For more on that part of the story, I am now joined over the phone by Post executive editor Marty Baron and foreign editor Douglas Jehl.

This has been an incredibly slow and painful process. There was a point last year in about October when Jason was convicted by an Iranian court. I mean, did that take the wind out of your sails at some point?

DOUGLAS JEHL, Foreign Editor, The Washington Post: It was a blow. It was one of many blows.

I think it was clear, though, from the very outset that the process of Jason’s trial before an Iranian court was really a charade and a cruel sideshow, that, ultimately, his fate was going to be resolved by Iran’s political leaders. And that is what has happened this weekend.

HARI SREENIVASAN: What sort of access did you have to the process? Were you getting updates from the State Department? Or were you in touch with somebody in Iran directly?

MARTY BARON, Executive Editor, The Washington Post: No. We didn’t get updates from the State Department about how the negotiations were going. We weren’t part of the process.

You know, obviously, our reporters were reporting on it as much as they could, but we were not intimately involved in those negotiations. Or, actually, we weren’t involved at all.

HARI SREENIVASAN: This also reminds the American audience that, I mean, Jason had a lot of people pulling for him. He had an institution that is powerful in Washington.

You had editors and reporters from around the world making sure that his plight was heard of, unlike the other Iranian Americans or the other Americans that might be in Iran.

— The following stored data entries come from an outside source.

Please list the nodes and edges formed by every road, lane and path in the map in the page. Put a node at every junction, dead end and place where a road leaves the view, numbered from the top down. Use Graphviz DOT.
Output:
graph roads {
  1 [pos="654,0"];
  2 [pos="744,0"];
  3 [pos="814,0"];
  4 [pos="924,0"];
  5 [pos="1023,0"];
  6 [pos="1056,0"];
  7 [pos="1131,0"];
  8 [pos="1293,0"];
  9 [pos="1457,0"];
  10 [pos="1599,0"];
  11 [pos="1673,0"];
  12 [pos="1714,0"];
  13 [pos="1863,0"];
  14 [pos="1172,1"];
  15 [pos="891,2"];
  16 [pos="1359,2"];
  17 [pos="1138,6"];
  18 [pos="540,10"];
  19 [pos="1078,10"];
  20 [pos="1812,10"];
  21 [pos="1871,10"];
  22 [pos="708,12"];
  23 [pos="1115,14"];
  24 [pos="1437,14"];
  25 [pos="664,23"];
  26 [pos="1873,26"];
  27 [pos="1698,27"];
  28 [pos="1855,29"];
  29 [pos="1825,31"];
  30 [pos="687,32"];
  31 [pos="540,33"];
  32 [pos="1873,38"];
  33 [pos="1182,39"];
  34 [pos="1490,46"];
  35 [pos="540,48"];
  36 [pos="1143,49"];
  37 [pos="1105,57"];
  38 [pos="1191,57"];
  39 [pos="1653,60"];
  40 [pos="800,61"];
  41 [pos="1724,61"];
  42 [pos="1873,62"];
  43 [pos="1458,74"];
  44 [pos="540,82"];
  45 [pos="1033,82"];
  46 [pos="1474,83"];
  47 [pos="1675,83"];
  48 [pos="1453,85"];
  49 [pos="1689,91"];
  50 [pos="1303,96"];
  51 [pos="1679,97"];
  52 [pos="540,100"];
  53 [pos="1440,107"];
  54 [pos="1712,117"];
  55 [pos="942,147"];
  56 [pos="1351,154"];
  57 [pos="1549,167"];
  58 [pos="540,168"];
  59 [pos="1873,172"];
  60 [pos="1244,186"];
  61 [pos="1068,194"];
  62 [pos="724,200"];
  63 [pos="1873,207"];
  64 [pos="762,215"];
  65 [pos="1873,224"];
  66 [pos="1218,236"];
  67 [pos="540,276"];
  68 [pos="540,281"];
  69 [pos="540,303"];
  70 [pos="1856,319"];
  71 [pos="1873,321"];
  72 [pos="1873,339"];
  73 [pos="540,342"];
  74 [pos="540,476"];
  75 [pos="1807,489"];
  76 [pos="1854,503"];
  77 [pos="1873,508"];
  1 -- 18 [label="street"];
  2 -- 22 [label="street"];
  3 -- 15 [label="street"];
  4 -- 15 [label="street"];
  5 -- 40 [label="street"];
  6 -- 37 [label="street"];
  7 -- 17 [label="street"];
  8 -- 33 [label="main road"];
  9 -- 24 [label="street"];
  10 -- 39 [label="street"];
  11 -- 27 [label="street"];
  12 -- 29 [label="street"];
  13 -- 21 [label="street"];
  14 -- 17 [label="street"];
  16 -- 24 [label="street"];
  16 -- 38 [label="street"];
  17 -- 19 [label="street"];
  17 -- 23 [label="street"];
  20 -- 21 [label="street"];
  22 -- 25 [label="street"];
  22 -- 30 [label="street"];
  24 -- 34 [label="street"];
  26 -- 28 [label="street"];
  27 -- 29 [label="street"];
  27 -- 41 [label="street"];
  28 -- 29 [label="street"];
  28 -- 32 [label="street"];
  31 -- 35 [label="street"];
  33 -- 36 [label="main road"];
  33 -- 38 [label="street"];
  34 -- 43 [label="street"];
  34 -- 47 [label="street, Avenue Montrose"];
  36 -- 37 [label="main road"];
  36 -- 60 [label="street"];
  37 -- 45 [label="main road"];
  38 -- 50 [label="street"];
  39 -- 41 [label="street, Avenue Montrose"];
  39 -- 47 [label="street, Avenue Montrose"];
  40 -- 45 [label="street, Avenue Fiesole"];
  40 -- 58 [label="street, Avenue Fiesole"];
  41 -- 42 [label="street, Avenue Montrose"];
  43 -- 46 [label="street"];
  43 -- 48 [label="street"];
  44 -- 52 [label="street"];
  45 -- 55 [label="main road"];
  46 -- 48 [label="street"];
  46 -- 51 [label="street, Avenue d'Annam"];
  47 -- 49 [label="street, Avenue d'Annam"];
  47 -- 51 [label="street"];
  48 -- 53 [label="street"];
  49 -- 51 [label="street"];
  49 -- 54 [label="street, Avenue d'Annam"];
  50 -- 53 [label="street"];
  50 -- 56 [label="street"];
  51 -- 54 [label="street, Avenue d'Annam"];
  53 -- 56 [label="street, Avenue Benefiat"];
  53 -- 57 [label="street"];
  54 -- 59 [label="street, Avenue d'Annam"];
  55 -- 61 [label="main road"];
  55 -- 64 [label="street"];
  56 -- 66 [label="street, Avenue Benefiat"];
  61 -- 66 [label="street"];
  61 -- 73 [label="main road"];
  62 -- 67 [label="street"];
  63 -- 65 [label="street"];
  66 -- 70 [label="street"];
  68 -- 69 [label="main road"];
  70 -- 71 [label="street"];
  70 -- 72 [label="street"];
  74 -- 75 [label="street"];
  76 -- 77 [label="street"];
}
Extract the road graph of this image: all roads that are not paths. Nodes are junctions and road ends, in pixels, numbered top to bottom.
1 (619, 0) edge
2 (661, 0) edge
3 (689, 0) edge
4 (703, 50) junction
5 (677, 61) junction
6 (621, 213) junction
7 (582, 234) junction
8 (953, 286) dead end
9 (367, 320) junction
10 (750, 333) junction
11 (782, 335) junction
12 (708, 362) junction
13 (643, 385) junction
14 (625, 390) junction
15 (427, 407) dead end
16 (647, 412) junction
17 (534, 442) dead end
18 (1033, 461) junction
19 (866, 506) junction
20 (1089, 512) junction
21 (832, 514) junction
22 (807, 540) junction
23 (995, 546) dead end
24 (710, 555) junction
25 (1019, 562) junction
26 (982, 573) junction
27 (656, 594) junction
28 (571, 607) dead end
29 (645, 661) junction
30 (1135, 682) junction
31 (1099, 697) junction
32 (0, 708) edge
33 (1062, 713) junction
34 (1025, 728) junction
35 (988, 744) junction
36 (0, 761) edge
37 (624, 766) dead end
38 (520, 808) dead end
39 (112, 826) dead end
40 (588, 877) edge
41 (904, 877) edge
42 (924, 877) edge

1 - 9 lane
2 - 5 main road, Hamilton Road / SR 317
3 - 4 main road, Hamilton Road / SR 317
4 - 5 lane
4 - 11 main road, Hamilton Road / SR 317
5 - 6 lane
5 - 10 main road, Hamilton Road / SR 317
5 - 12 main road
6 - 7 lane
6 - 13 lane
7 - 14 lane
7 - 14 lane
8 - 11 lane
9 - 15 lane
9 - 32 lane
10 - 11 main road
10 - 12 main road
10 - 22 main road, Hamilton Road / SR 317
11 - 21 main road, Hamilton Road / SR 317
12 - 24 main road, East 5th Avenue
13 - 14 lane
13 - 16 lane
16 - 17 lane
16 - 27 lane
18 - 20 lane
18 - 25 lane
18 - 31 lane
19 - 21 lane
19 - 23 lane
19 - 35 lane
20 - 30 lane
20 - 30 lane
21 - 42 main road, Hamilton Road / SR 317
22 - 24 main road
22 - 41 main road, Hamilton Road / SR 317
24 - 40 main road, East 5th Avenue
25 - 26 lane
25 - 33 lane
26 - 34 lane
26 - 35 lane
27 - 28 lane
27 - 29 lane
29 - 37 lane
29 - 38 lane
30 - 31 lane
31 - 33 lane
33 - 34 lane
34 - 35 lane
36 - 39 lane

DOUGLAS JEHL: You did have powerful advocates around the world.

I do believe that the attention to Jason’s case also helped Saeed Abedini and Amir Hekmati, in calling attention to the fact that it was simply unacceptable for Iran to be holding American prisoners in this way.

HARI SREENIVASAN: All right, Doug Jehl and Marty Baron, thanks so much for joining us.

DOUGLAS JEHL: Thank you.

MARTY BARON: Thank you.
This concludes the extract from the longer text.